Más claro y evidente imposible: el asesor de política exterior del Gobierno de los Estados Unidos que recomendó la vía de las sanciones a las principales autoridades de la dictadura castrocomunista de Nicolás Maduro como forma de acorralarlos y precipitar su salida del poder no puede ser el mismo que pocas horas después se expresa a través del encargado de Donald Trump para el caso Venezuela, Elliott Abrams, proponiendo la conformación de un gobierno de transición a la democracia y la realización de elecciones limpias y transparentes, formado precisamente por las cabezas señaladas con cuantiosas recompensas en dólares —Maduro, Cabello & Cia.— con sus aparentemente mortales enemigos: Juan Guaidó, Henrique Capriles, Leopoldo López y Julio Borges.
La vía de las sanciones, si es congruente con sí misma, no termina en un gabinete mixto de cohabitación del tirano con los tiranizados. Más de dos milenios de cristianismo y 500 años de república nos han enseñado que no se puede obedecer a dos amos ni adorar simultáneamente a Dios y al Diablo. Escogimos la guerra a muerte contra los colonizadores —el saldo de esa guerra global y hemisférica que se prolongó por más de medio siglo debe aproximarse al millón de muertos— y el cristianismo como la religión de Estado.

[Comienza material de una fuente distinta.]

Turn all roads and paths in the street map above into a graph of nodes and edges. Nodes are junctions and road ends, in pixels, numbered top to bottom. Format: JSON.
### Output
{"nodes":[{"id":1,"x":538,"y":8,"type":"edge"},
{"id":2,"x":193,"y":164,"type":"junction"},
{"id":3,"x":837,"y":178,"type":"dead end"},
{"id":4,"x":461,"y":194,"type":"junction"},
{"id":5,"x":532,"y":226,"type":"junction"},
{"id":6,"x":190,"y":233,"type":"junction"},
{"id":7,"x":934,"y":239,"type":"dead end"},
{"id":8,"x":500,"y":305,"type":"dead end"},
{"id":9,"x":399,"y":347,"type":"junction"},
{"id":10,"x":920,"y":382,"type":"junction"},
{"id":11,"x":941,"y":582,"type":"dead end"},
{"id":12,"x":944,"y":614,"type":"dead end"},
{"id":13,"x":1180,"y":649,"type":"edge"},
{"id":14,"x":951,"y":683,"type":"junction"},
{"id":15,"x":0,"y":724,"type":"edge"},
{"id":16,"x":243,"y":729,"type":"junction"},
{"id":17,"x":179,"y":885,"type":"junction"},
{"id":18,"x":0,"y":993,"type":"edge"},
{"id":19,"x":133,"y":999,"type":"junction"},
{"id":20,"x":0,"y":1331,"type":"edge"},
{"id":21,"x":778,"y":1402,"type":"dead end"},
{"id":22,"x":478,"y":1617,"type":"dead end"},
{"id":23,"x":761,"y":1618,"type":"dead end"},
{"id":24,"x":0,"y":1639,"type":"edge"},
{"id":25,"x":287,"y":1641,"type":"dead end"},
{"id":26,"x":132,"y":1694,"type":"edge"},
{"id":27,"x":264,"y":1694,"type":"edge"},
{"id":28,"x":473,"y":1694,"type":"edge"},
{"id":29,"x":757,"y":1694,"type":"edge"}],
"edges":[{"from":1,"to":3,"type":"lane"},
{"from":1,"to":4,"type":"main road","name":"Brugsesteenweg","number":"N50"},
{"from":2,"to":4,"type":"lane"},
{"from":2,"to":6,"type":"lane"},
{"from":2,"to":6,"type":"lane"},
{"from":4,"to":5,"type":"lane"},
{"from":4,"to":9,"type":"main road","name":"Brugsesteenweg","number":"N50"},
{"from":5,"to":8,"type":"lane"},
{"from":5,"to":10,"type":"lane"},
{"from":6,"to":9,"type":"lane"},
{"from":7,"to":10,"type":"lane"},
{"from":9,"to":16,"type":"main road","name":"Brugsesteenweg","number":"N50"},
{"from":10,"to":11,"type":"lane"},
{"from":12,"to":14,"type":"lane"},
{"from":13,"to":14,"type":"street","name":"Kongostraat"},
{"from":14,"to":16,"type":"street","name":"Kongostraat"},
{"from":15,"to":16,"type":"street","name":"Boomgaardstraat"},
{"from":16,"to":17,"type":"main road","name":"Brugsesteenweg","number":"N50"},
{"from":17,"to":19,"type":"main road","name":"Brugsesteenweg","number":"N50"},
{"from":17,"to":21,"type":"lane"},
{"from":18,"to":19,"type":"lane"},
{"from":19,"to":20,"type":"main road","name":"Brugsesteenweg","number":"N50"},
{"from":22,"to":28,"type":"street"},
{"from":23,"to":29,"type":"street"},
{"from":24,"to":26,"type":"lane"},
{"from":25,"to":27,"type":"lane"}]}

Se entiende el apuro de Donald Trump: no ha de ser muy grato estar entre el coronavirus y Nicolás Maduro. Con la perspectiva real e inmediata de que el avieso, brutal e inhumano ataque chino —capítulo aparte que merece una respuesta tan masiva, brutal e implacable como el ataque mismo— conduzca a Venezuela al abismo de la devastación y el matadero, terminando por desestabilizar a la región entera.
La propuesta no sería tan insólita, dañina y peligrosa si no pusiera de manifiesto las fórmulas de vieja data que reposan en los archivos de los responsables de la política exterior norteamericana. Pues quiso ser aplicada en El Salvador y en Yugoslavia, cuando sendos países sufrieron los problemas que nos afligen a los venezolanos. Sacar las castañas con la pata del gato y empujar la basura debajo de la alfombra.
¿Cómo bajar del cadalso a Maduro, a Diosdado Cabello, a Tarek El Aissami y a Jorge Rodríguez para sentarlos a la mesa de Juan Guaidó, Antonio Ledezma, María Corina Machado y Diego Arria? Ya Arreaza, alto personero de la dictadura, señaló que Maduro se negaba terminantemente a renunciar a su presidencia para formar parte de la extraña criatura de Elliott Abrams. Y aun cuando aún no se pronuncian, lo esperable es que las principales figuras políticas de la oposición se pronuncien en el mismo sentido. El coronavirus no ha avanzado lo suficiente como para reblandecer los cerebros de ambos liderazgos. La política, en Venezuela, continúa siendo la inevitable relación amigo-enemigo. No dejará de serlo porque se le haya ocurrido a un asesor de la Casa Blanca. La estupidez no entra al reino del enfrentamiento real que estamos sufriendo. El chavismo es nuestro coronavirus. No cabe convivencia alguna.
Los gobiernos, por interinos y transitorios que pretendan ser, no surgen de la manga de un prestidigitador norteamericano. Ni del capricho y la voluntad de políticos inexpertos del patio. Surgen de la voluntad popular. Y esa voluntad rechaza todo sometimiento, todo entendimiento y toda cohabitación con la tiranía. Quien acepte formar parte de ese gobierno anhelado por el Departamento de Estado será condenado al desprecio y el rechazo más categórico del pueblo venezolano. Es la hora de la libertad. De romper las cadenas. Quien no lo entienda será castigado por la historia. En buena hora.